La question à 10 000 € qui découle logiquement de cette évolution de « Rencontre des Continents » : est-ce que ce nom est toujours pertinent selon toi ?


Je n’en suis pas certain du tout. Le nom Rencontre des Continents est un héritage d’une histoire compliquée et cela fait un bon moment que nous nous disons qu’il serait temps d’en changer. Mais, comme nous avons une certaine notoriété, comment changer de nom sans perdre nos contacts ? Un joli chantier en perspective…



Il me semble que tu as une vision à la fois élargie et très précise de ce qu’est éduquer, peux-tu m’en parler un peu ?


J’ai essayé de pratiquer pas mal de métiers que l’on nomme éducation. Mais qu’est-ce qu’éduquer reste une fameuse question pour moi, peut-être même un mystère.
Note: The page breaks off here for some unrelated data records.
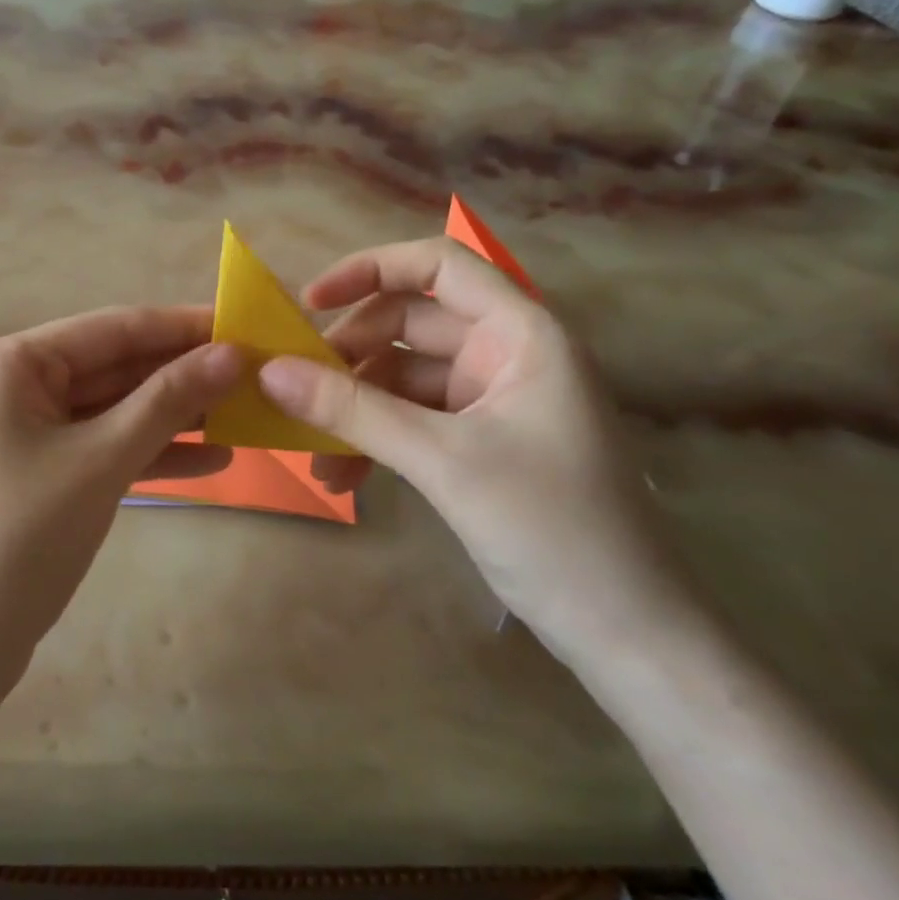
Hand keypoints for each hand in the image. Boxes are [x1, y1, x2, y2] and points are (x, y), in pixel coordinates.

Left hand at [0, 307, 241, 677]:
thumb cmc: (20, 537)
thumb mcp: (101, 460)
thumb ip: (167, 401)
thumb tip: (232, 354)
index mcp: (13, 362)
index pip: (113, 327)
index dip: (182, 326)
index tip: (246, 325)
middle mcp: (15, 385)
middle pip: (114, 366)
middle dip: (182, 373)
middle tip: (256, 375)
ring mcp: (25, 432)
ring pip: (112, 410)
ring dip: (173, 415)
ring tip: (245, 415)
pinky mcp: (39, 474)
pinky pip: (101, 448)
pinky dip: (149, 453)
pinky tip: (211, 460)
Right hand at [257, 239, 703, 666]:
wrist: (628, 634)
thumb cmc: (553, 529)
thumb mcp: (442, 461)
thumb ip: (353, 410)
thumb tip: (269, 371)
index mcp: (521, 334)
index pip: (439, 265)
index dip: (369, 270)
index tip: (306, 304)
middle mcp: (507, 354)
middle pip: (409, 325)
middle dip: (348, 357)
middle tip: (295, 391)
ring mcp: (494, 400)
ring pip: (403, 379)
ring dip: (354, 410)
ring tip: (313, 454)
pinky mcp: (481, 441)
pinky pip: (412, 420)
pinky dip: (375, 439)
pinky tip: (342, 476)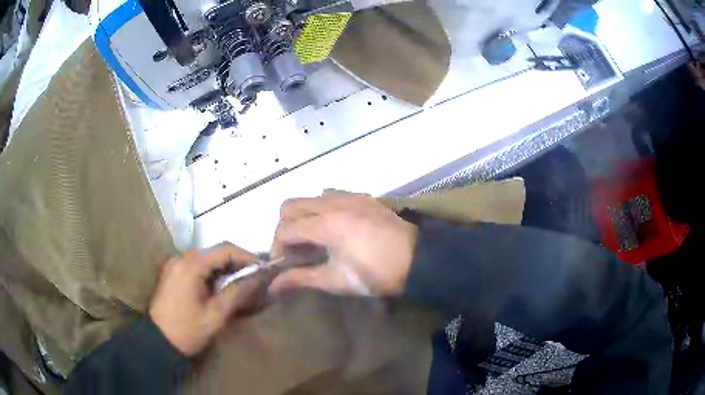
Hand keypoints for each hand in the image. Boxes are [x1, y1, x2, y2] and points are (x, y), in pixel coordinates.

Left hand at [149, 244, 264, 356]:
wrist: (158, 342)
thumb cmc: (188, 331)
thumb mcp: (216, 315)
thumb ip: (237, 293)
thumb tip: (259, 277)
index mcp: (191, 266)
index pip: (224, 249)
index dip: (247, 256)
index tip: (263, 269)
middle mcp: (181, 258)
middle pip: (215, 252)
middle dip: (237, 263)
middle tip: (254, 279)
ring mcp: (174, 264)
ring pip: (206, 259)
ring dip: (224, 269)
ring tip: (240, 285)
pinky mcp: (172, 273)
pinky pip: (196, 266)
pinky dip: (211, 273)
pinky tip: (219, 288)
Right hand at [269, 194, 417, 296]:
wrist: (418, 259)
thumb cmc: (376, 274)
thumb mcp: (337, 280)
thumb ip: (301, 279)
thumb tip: (273, 286)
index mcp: (325, 224)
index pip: (285, 229)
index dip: (277, 248)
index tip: (283, 265)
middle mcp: (332, 203)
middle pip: (290, 206)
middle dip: (285, 227)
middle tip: (295, 250)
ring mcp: (349, 196)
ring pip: (310, 198)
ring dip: (303, 216)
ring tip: (314, 239)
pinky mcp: (362, 196)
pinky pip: (331, 195)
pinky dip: (322, 208)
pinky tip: (335, 228)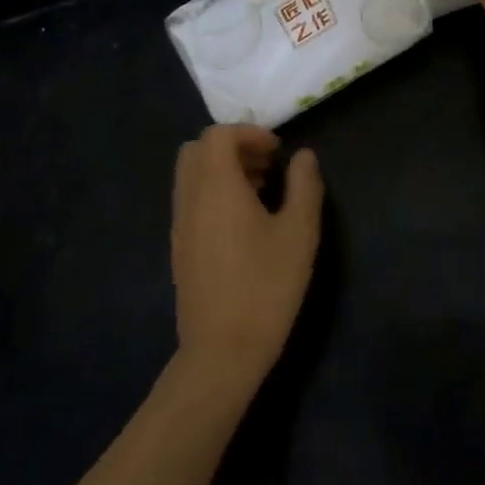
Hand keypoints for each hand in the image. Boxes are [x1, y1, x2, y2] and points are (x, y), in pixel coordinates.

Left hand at [169, 125, 323, 395]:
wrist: (222, 350)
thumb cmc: (266, 286)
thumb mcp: (299, 233)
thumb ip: (304, 186)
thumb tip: (304, 156)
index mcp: (216, 186)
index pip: (218, 135)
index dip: (249, 133)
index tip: (278, 151)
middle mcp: (190, 197)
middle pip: (198, 150)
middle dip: (233, 147)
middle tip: (267, 166)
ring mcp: (179, 224)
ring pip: (192, 176)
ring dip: (223, 170)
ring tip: (261, 192)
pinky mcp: (179, 247)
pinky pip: (190, 200)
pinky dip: (213, 193)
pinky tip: (244, 223)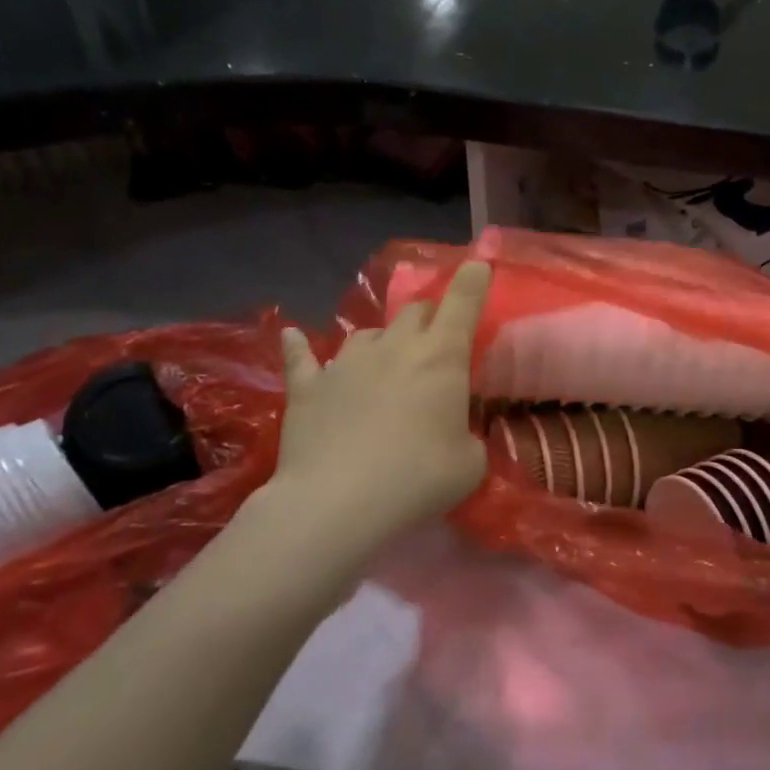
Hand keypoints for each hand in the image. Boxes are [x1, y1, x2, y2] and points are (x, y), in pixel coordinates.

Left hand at [269, 260, 492, 554]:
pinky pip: (301, 356)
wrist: (337, 504)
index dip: (473, 280)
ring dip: (381, 342)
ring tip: (383, 362)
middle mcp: (395, 347)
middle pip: (415, 312)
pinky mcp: (306, 387)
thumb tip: (457, 433)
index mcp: (441, 357)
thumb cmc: (418, 478)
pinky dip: (300, 348)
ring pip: (368, 334)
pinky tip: (291, 337)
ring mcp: (345, 363)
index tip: (478, 264)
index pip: (462, 303)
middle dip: (429, 318)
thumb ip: (469, 436)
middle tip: (435, 341)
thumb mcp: (470, 462)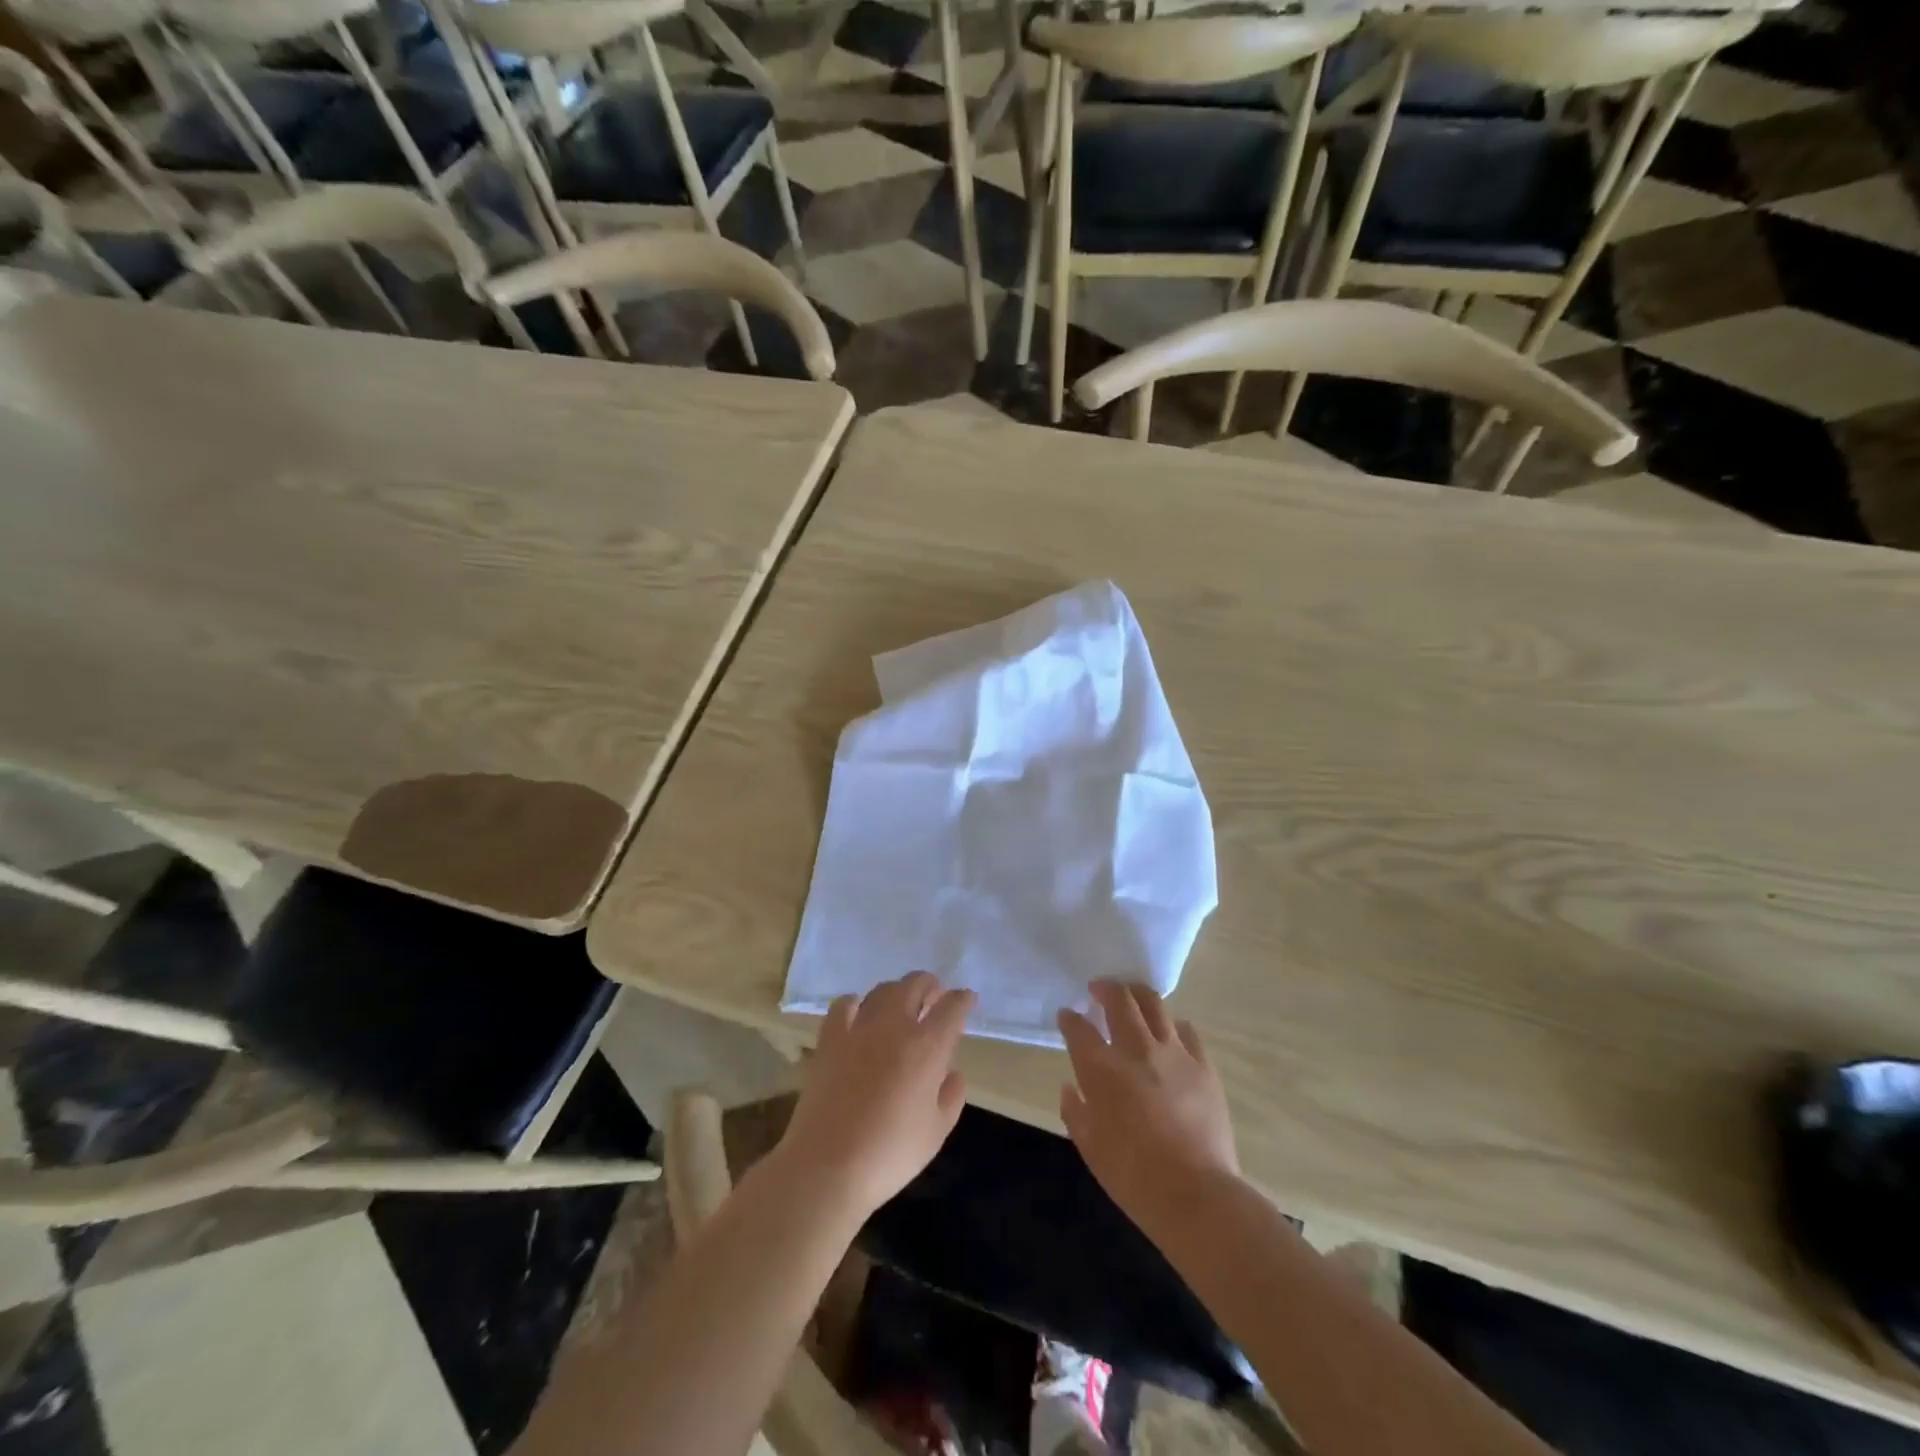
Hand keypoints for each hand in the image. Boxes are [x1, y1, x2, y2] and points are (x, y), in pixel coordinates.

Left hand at [772, 972, 974, 1222]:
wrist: (828, 1165)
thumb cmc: (891, 1153)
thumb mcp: (937, 1132)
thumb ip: (951, 1096)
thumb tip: (952, 1073)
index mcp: (928, 1047)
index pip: (952, 1008)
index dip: (963, 1000)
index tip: (967, 999)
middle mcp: (895, 1026)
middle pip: (914, 985)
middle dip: (929, 984)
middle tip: (935, 992)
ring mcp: (859, 1028)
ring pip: (882, 991)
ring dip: (898, 990)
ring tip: (902, 1000)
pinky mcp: (829, 1039)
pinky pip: (843, 1006)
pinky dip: (855, 1002)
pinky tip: (858, 1010)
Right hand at [1058, 980, 1238, 1232]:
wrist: (1196, 1195)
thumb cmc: (1133, 1176)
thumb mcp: (1090, 1148)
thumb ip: (1076, 1111)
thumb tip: (1071, 1088)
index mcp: (1101, 1069)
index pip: (1078, 1028)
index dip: (1069, 1018)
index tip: (1067, 1016)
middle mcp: (1135, 1049)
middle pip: (1119, 1000)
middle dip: (1105, 988)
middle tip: (1099, 988)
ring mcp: (1173, 1053)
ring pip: (1154, 1004)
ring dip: (1138, 995)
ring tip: (1133, 997)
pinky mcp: (1203, 1065)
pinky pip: (1187, 1031)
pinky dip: (1173, 1026)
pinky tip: (1171, 1033)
La première idée qui me vient quant aux pratiques que l’on nomme « d’éducation », qu’elles soient du domaine de l’éducation spécialisée (aide à la jeunesse, aux personnes porteuses de handicap…) ou de ce que je nommerais les « éducations à… » quelque chose, c’est qu’elles supposent toutes un engagement, une sorte de passion ou d’enthousiasme, sans lesquels il vaut mieux remplir des boites de conserves. Lors de journées de réflexion au sein du milieu de l’aide à la jeunesse, certains osaient même parler de métier « sacerdotal ». Il y a une composante sacrée, de service, de don, de mystère dans ces métiers. Dès que l’on n’a plus un certain feu sacré, il vaut mieux changer de métier. Je le vis encore pour le moment dans le cadre d’une intervention que je fais au sein d’une grosse structure. Une partie du personnel est fatiguée, en perte de motivation, bref n’a plus ce feu sacré indispensable. Et c’est à chaque fois un drame, très compliqué, douloureux et pour lequel il n’y a pas de solution simple ! Je te propose de développer quelques réflexions concernant nos préoccupations, notre sujet n’étant pas comment je me débrouille avec mes enfants ou des adolescents en crise !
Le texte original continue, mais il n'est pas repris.